The opposition has also come under fire from the Murdoch media and other right-wing outlets. A column in the Australian today by the newspaper’s editor-at-large Paul Kelly is titled “Tony Abbott fails boat test.” Kelly accused the opposition parties of responsibility for an “institutional failure in its border protection policies.”

Significantly, members of Labor’s so-called “left” faction will vote today with their colleagues in favour of Gillard’s amendments. At a caucus meeting yesterday, a number of parliamentarians declared their opposition to the proposed laws. Senator John Faulkner reportedly said that the government ought not undermine, “overtly or covertly”, the 1951 Refugee Convention. Faulkner also noted that the Malaysia deal violated the Labor Party’s platform, which parliamentarians are supposedly bound to uphold. Left faction convenor Senator Doug Cameron said the amendments were “bad legislation and bad politics”, and moved a motion calling for asylum seekers to be processed in Australia. This was easily defeated.

Among those who spoke in favour of Gillard’s policy was Mark Dreyfus, parliamentary secretary for climate change. Dreyfus reportedly told the caucus that his father had arrived in Australia as an unaccompanied minor seeking asylum, after fleeing Nazi Germany in 1939 when he was just 11 years old. The Labor MP said he nevertheless backed the Migration Act amendments—because “if we do not support the prime minister and the government, we’re f---ed.”
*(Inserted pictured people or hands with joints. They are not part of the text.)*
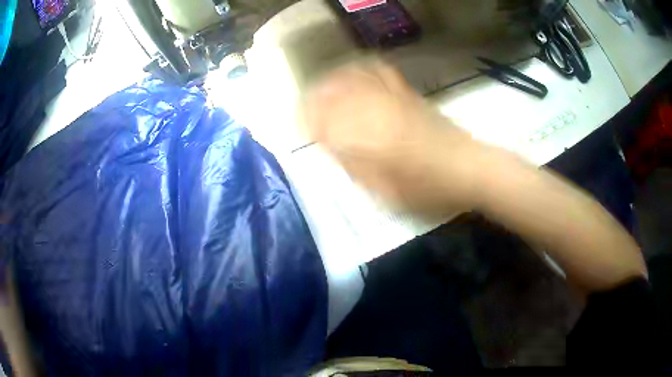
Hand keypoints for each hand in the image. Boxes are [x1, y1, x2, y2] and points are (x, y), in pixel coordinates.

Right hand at [302, 59, 487, 213]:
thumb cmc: (425, 188)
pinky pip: (378, 71)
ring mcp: (391, 95)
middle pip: (332, 91)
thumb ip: (352, 165)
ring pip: (352, 76)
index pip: (322, 118)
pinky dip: (360, 69)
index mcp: (365, 134)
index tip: (302, 130)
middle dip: (314, 98)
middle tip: (307, 112)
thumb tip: (330, 145)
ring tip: (323, 91)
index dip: (307, 121)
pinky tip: (354, 74)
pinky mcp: (406, 92)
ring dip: (332, 81)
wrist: (466, 168)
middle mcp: (374, 107)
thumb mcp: (383, 190)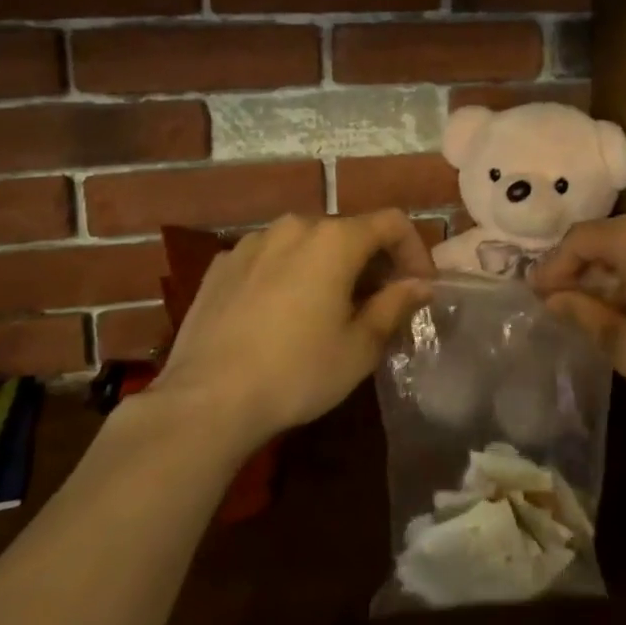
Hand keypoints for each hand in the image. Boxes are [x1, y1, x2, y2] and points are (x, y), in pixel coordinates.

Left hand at [147, 211, 433, 450]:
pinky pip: (270, 258)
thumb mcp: (360, 346)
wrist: (206, 401)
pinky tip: (281, 314)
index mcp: (334, 239)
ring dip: (328, 266)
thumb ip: (395, 305)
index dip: (415, 250)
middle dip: (371, 261)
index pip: (392, 223)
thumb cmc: (297, 372)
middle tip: (378, 304)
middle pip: (348, 231)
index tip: (419, 287)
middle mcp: (294, 226)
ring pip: (306, 243)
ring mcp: (252, 242)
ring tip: (328, 308)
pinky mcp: (221, 265)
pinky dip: (288, 274)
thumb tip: (419, 284)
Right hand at [530, 208, 625, 423]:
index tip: (537, 294)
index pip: (580, 240)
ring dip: (617, 269)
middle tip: (565, 300)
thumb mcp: (625, 344)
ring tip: (606, 304)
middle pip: (611, 236)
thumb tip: (552, 299)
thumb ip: (583, 313)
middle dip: (584, 267)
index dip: (553, 267)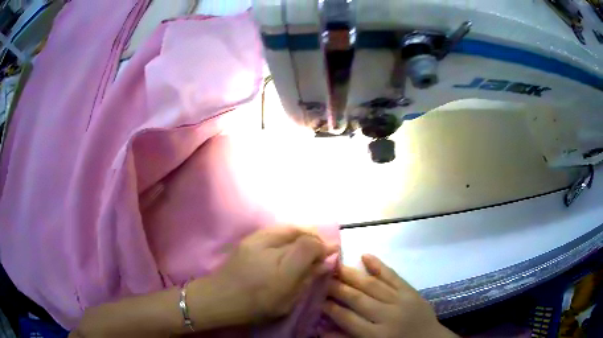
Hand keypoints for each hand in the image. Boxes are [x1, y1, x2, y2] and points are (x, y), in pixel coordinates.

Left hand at [203, 226, 337, 324]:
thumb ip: (306, 279)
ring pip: (288, 227)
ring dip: (302, 233)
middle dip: (315, 238)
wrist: (219, 297)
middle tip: (319, 249)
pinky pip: (275, 228)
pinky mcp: (249, 237)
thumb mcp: (287, 301)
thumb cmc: (255, 306)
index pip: (310, 245)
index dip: (323, 247)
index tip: (329, 254)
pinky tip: (288, 243)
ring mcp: (256, 240)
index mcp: (281, 271)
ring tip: (306, 245)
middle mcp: (269, 249)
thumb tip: (324, 263)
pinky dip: (288, 233)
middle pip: (301, 232)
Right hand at [322, 254, 456, 337]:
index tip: (317, 298)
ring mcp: (401, 301)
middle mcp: (387, 316)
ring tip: (336, 265)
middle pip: (358, 299)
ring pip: (372, 285)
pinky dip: (379, 265)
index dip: (331, 308)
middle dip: (337, 287)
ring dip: (352, 274)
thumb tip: (321, 331)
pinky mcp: (410, 291)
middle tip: (321, 277)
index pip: (347, 319)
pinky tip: (365, 255)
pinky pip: (393, 276)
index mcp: (376, 335)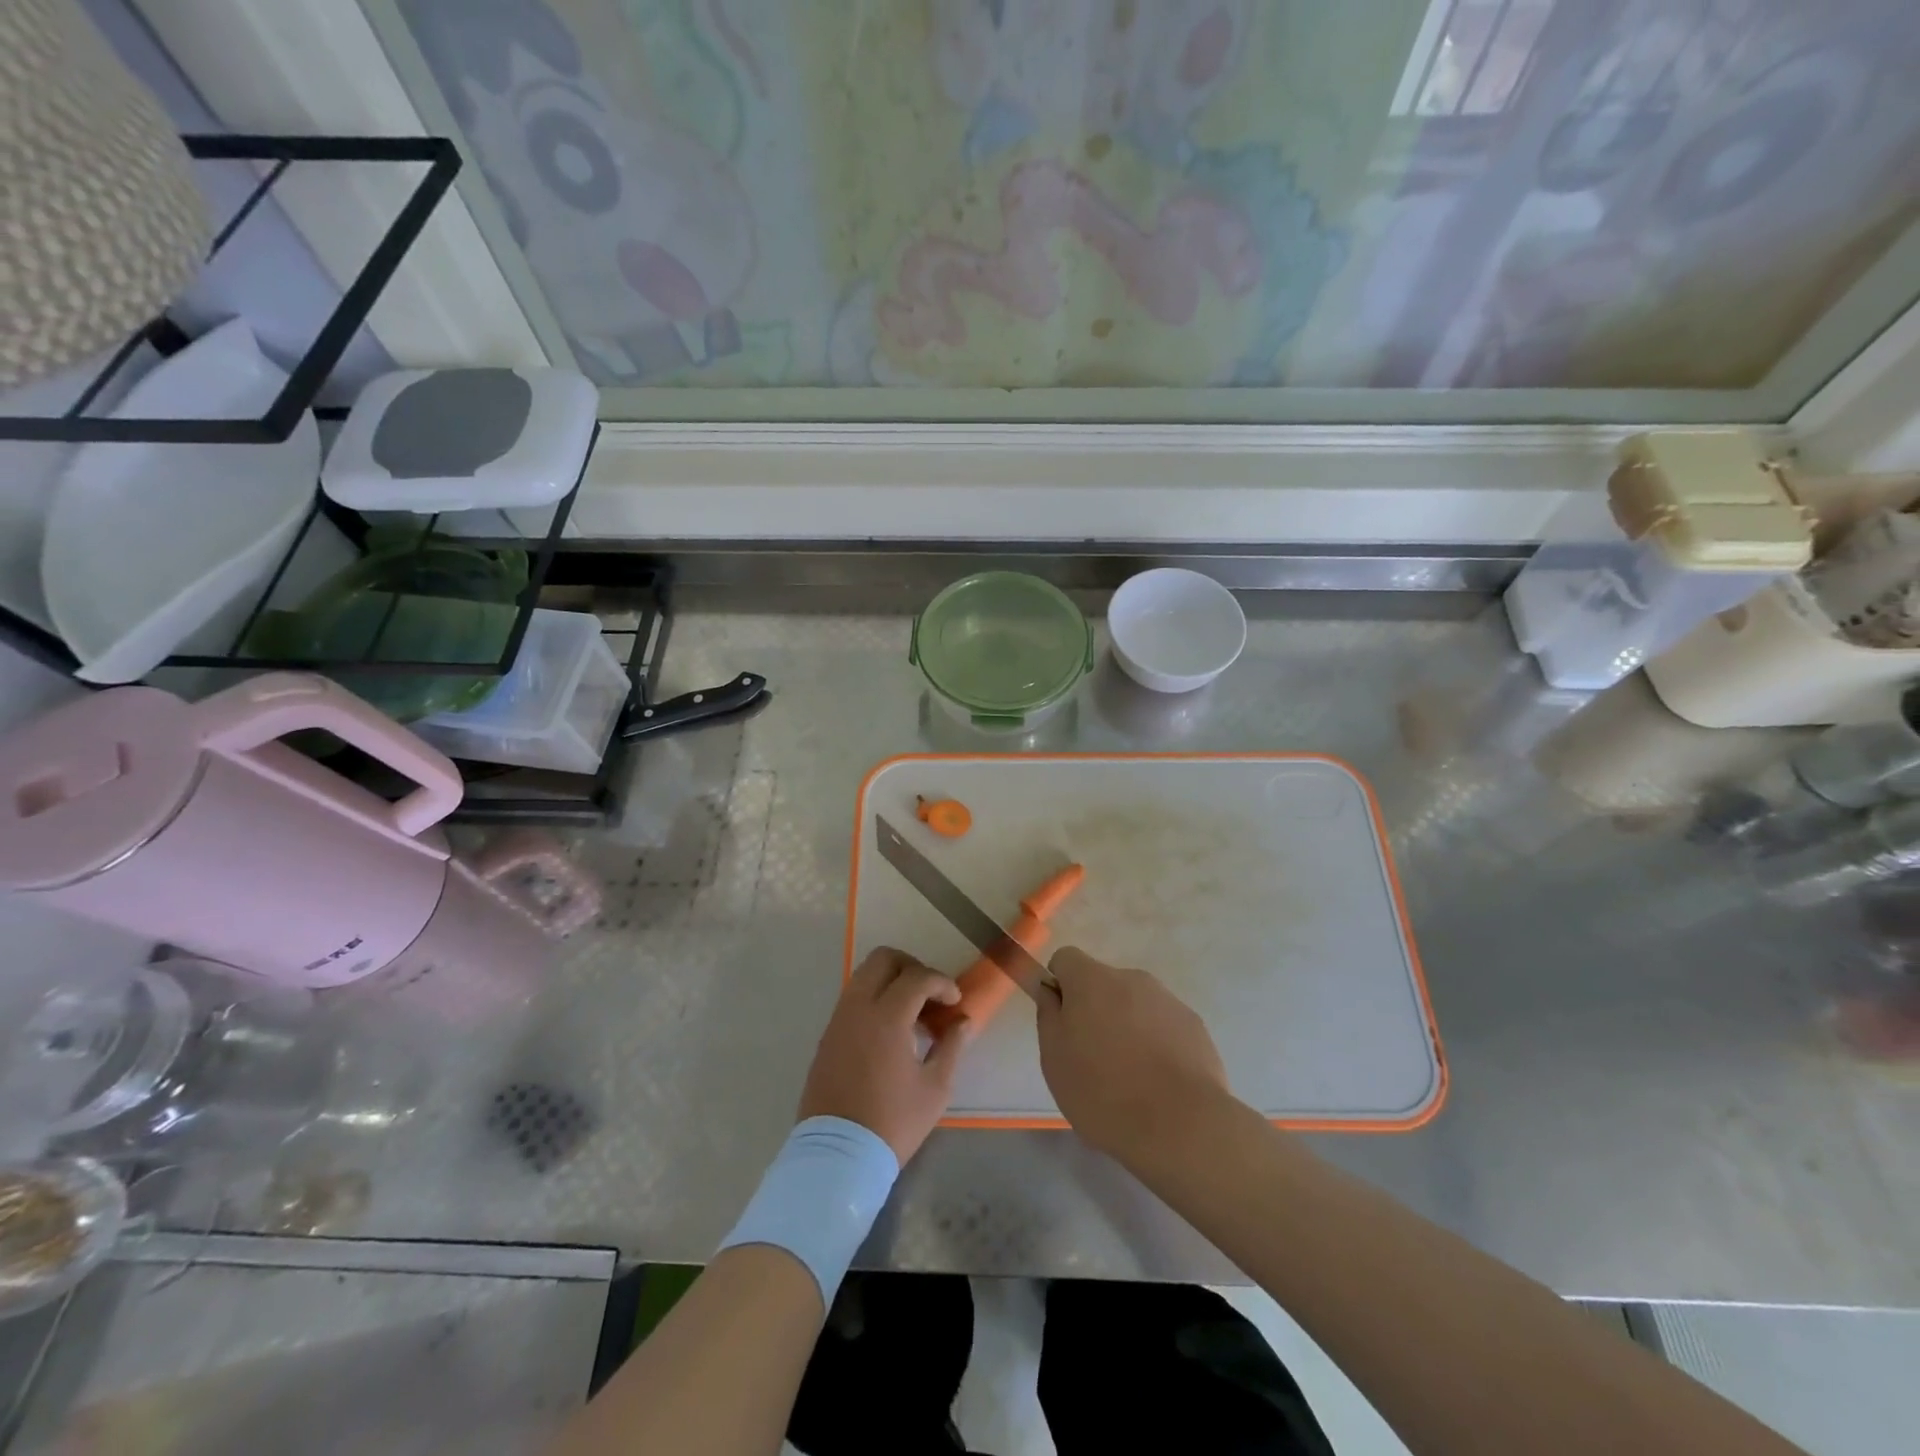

All of the Labor “lefts” have insisted they will respect the caucus majority decision and will not cross the floor of parliament to vote against the legislation. This makes clear that the so-called dissent within the Gillard government is nothing but empty posturing, aimed at fostering the illusion that there exists some “progressive” elements within the Labor Party. All of them have backed every other aspect of the government’s reactionary “border protection” regime, including the compulsory detention of refugees.

According to the latest opinion polls, the government has just 26 percent support, a record low. Moreover, a majority of Australians are in favour of accepting asylum seekers and opposed to the so-called offshore processing advocated by both major parties.

The Greens are playing no less of a cynical and opportunist role than the Labor “lefts.” The Greens’ nominal opposition to the “Malaysia solution” and the legislation aimed at circumventing the High Court ruling in no way interferes with their support for Gillard. The Greens’ sole member of the House of Representatives, Adam Bandt, and the nine Greens senators will continue to prop up the minority Labor government by blocking no confidence motions and voting for its annual budgets. This involves voting in favour of the “border protection” funding provisions, including the financing of detention centres in Australia and the deportation of asylum seekers overseas, should the government prove able to do this.

The Greens also continue to promote “onshore processing” of refugees, covering over the brutal treatment meted out under the mandatory detention regime maintained in Australia. Adam Bandt welcomed Abbott’s vote against the Migration Act amendments, saying, “Whatever the route, if we get to the point where [onshore processing] might happen, I think it’s a good thing.”